Herne. Ist Herne kein Pflaster für anspruchsvolles Theater? Die Zahlen lassen das vermuten. Die Stadt will darauf reagieren und stößt damit auf Kritik.
Die Corona-Krise ist überwunden: Eine (fast) rundum positive Bilanz hat die Stadt für ihr Kulturprogramm im Jahr 2023 gezogen. Eine große Ausnahme sind Theaterveranstaltungen im Kulturzentrum (Kuz). Die Stadt will nun darauf reagieren.

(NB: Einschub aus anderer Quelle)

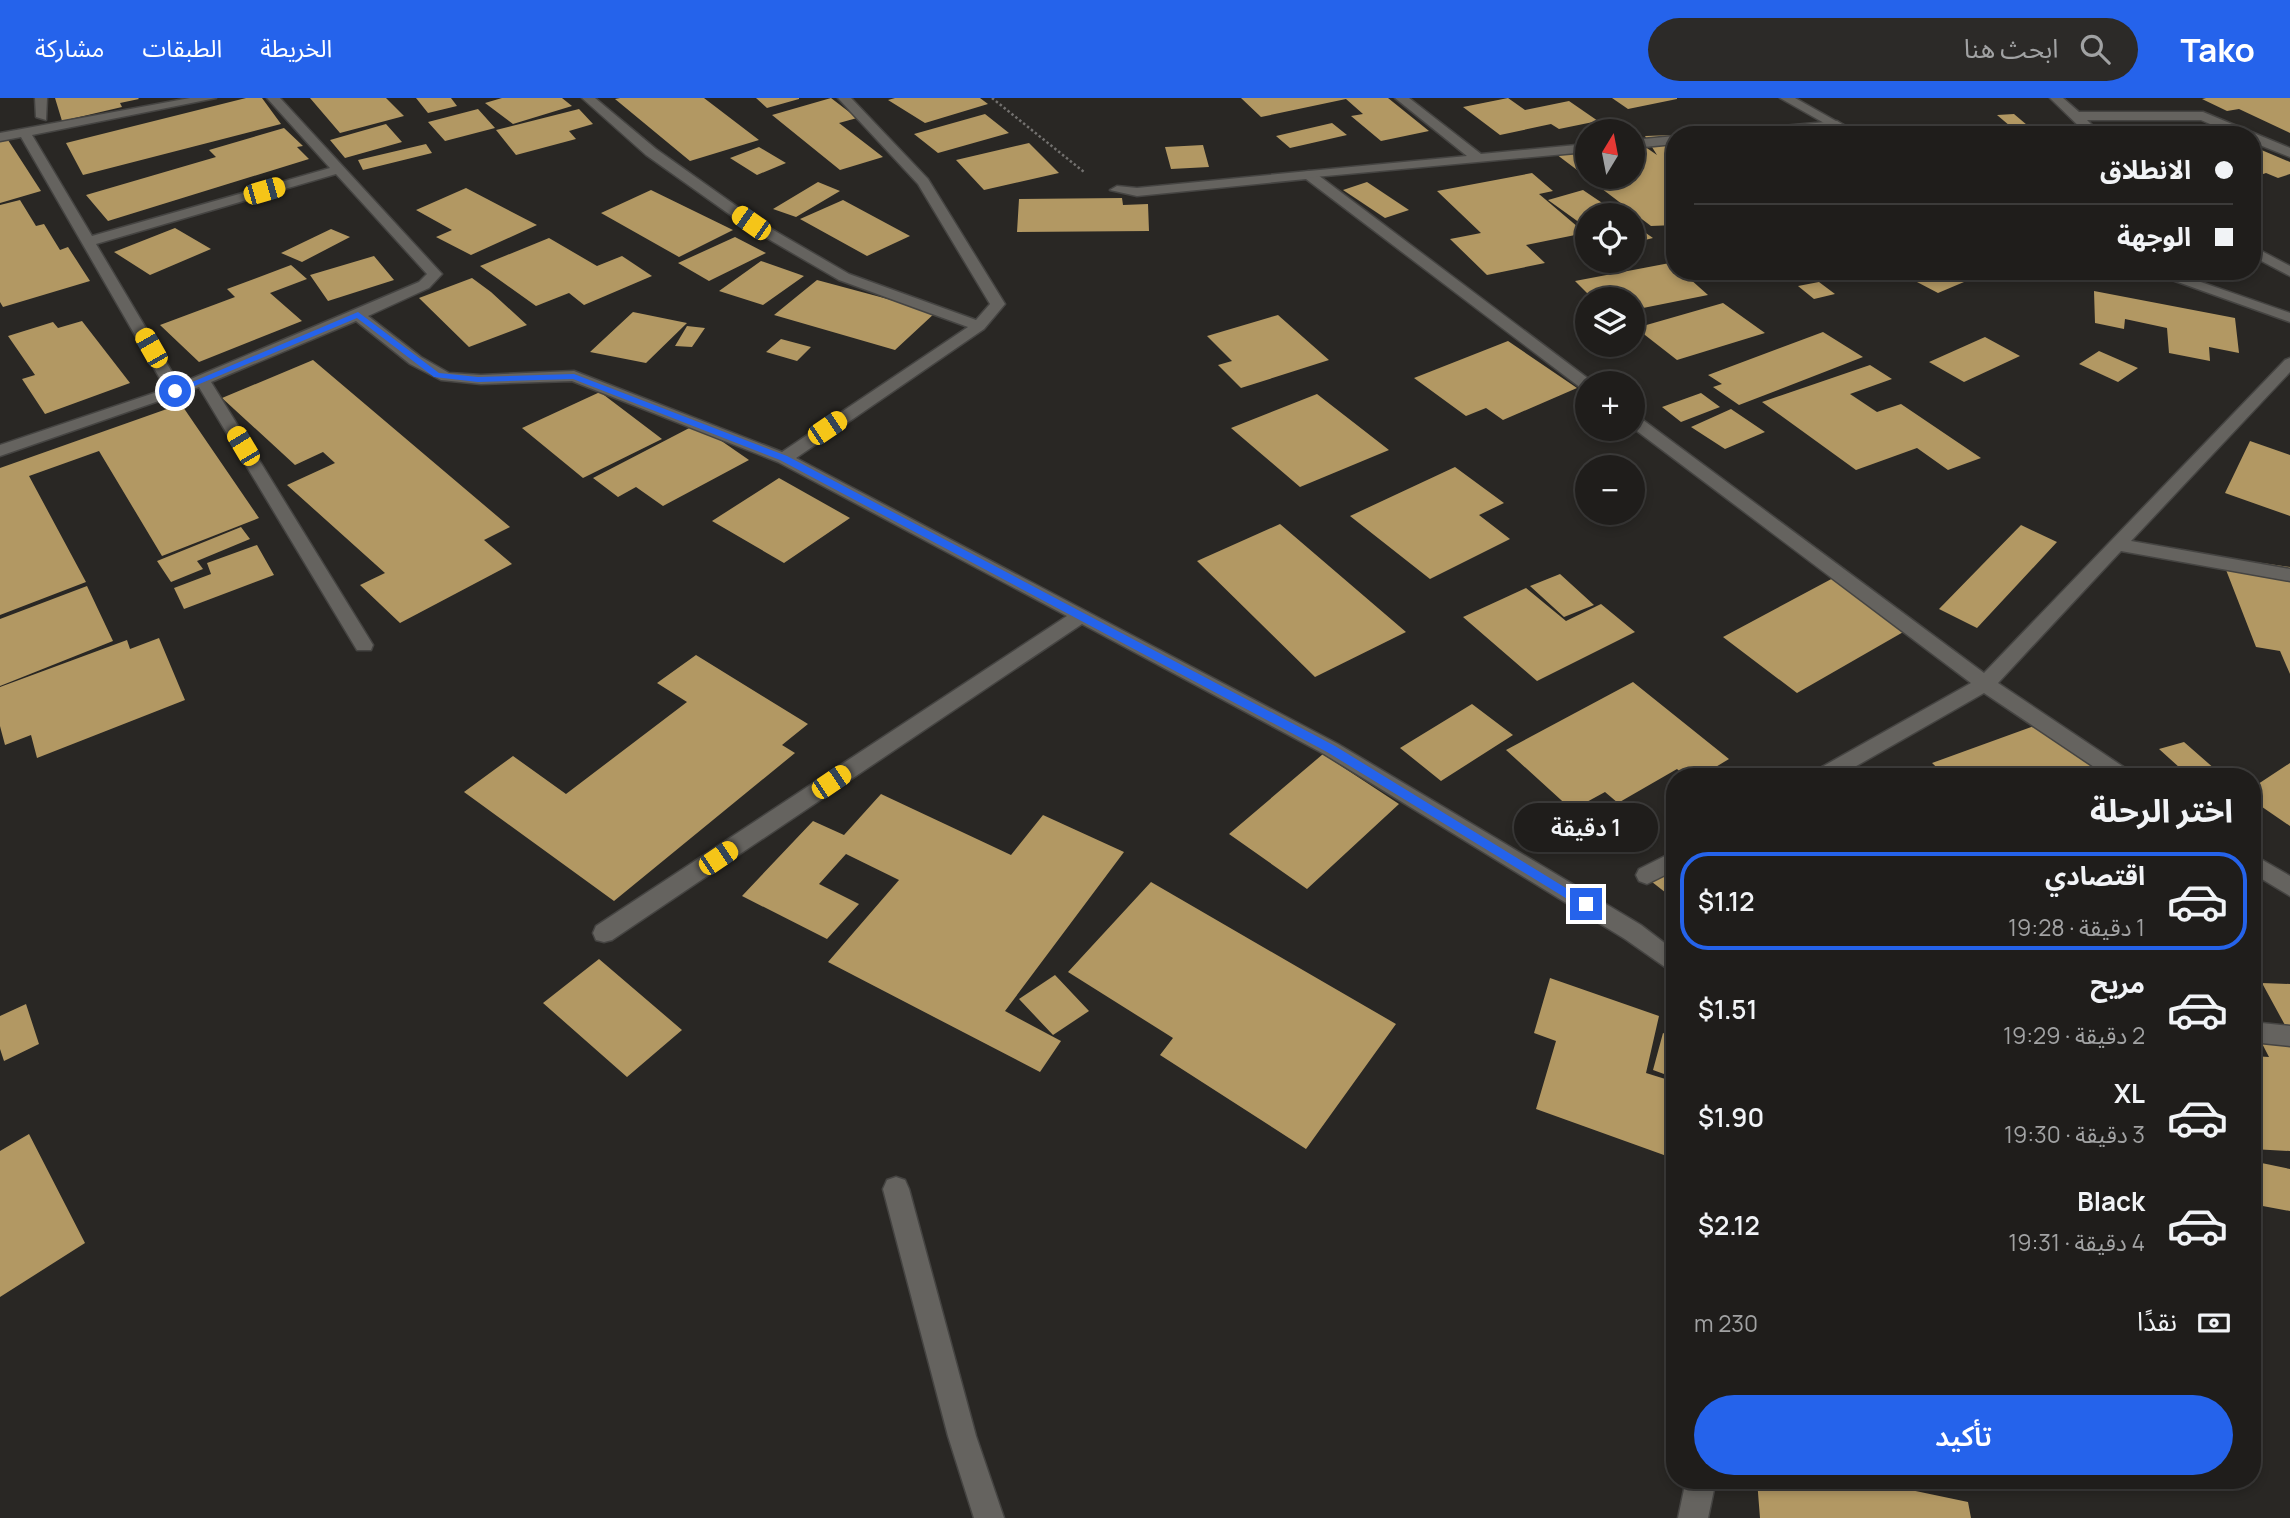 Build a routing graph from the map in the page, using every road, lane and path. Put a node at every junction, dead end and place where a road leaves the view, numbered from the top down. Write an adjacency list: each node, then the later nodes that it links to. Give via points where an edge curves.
1 (41, 98): 11 (street)
2 (210, 98): 16 (street)
3 (273, 98): 24 (street)
4 (587, 98): 33 (street, via 718,200 832,270)
5 (844, 98): 33 (street, via 923,182 999,304)
6 (992, 98): 26 (path, via 1091,178)
7 (1401, 98): 23 (street)
8 (1786, 98): 12 (street)
9 (2056, 98): 10 (street)
10 (2073, 116): 14 (street); 15 (street, via 2203,116)
11 (42, 117)
12 (1837, 125): 13 (street)
13 (1826, 126)
14 (2085, 126)
15 (2226, 126)
16 (25, 133): 17 (street); 27 (street)
17 (0, 138)
18 (1666, 141): 20 (street)
19 (2261, 141): 22 (street)
20 (1645, 143)
21 (1575, 149): 23 (street)
22 (2290, 153)
23 (1479, 159): 25 (street)
24 (339, 169): 27 (street); 31 (street, via 435,274 424,285)
25 (1308, 175): 26 (street, via 1137,192); 35 (street)
26 (1117, 190)
27 (90, 241): 37 (street)
28 (2261, 255): 29 (street)
29 (2290, 272)
30 (2180, 280): 32 (street)
31 (358, 315): 36 (street); 40 (street, via 437,375 478,380 574,376)
32 (2290, 318)
33 (979, 326): 40 (street)
34 (2290, 363): 41 (street)
35 (1575, 377)
36 (202, 379): 37 (street); 44 (street)
37 (175, 391): 39 (street)
38 (1645, 429): 45 (street)
39 (0, 451)
40 (784, 458): 43 (street)
41 (2118, 545): 42 (street); 45 (street)
42 (2290, 575)
43 (1082, 616): 52 (street); 53 (street, via 1331,749 1633,932)
44 (364, 645)
45 (1984, 684): 46 (street); 47 (street)
46 (1836, 768)
47 (2110, 768)
48 (1666, 864): 50 (street)
49 (2261, 868): 51 (street)
50 (1647, 875)
51 (2290, 887)
52 (604, 933)
53 (1666, 957)
54 (2261, 1033): 55 (street)
55 (2290, 1036)
56 (896, 1189): 58 (street, via 962,1436)
57 (1699, 1489): 59 (street)
58 (989, 1518)
59 (1693, 1518)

Nach „Anregungen“ habe man sich einst entschieden, Änderungen bei der Ausrichtung des Theaterprogramms im Kuz vorzunehmen, berichtete Claudia Stipp, Leiterin des Fachbereichs Kultur, in der jüngsten Sitzung des Ausschusses für Kultur und Bildung. Mit der Folge, dass die Stadt bei der Auswahl der Theaterproduktionen von der Konzertdirektion Landgraf zum Westfälischen Landestheater (WLT) gewechselt sei.
„Wir wollten den Anspruch der Theaterstücke heben, haben dann aber festgestellt: Das kommt in Herne nicht an. Das Publikum ist nicht so anspruchsvoll, wie wir uns das gedacht haben“, so Stipp. Die Menschen bevorzugten offenbar „seichte Theaterstücke“, Komödien und Produktionen mit bekannten Schauspielerinnen und Schauspielern. Direkte Beschwerden habe es zwar nicht gegeben, aber die rückläufigen Besucherzahlen sprächen eine deutliche Sprache.
Auf Nachfrage der WAZ legte die Stadt konkrete Zahlen vor. Fünf WLT-Produktionen seien in der Spielzeit 2023/24 bislang im Kuz aufgeführt worden. Während für die Kindertheaterstücke „Die drei ???“ und „Freunde“ 782 bzw. 581 Gäste gezählt wurden, war der Zuspruch bei den drei Erwachsenenstücken deutlich geringer: insgesamt 247 Gäste bei „Das Pubertier“, 200 bei „Der Vorleser“ und 136 bei „Furor“. Für 2024 seien vier weitere WLT-Produktionen fürs Kuz geplant, aber noch nicht terminiert.
Komplett verabschieden wolle sich die Stadt aber nicht vom Theater mit Tiefgang. „Wir wollen das Programm ändern und alles ein bisschen durchmischen“, kündigte Stipp im Kulturausschuss an. Das weckte Widerspruch bei Peter Liedtke (Grüne), der auf den Bildungsauftrag städtischer Institutionen hinwies. Ein populäreres und leichter zugänglicheres Angebot gebe es ja bereits unter anderem im Wanner Mondpalast, so der Stadtverordnete.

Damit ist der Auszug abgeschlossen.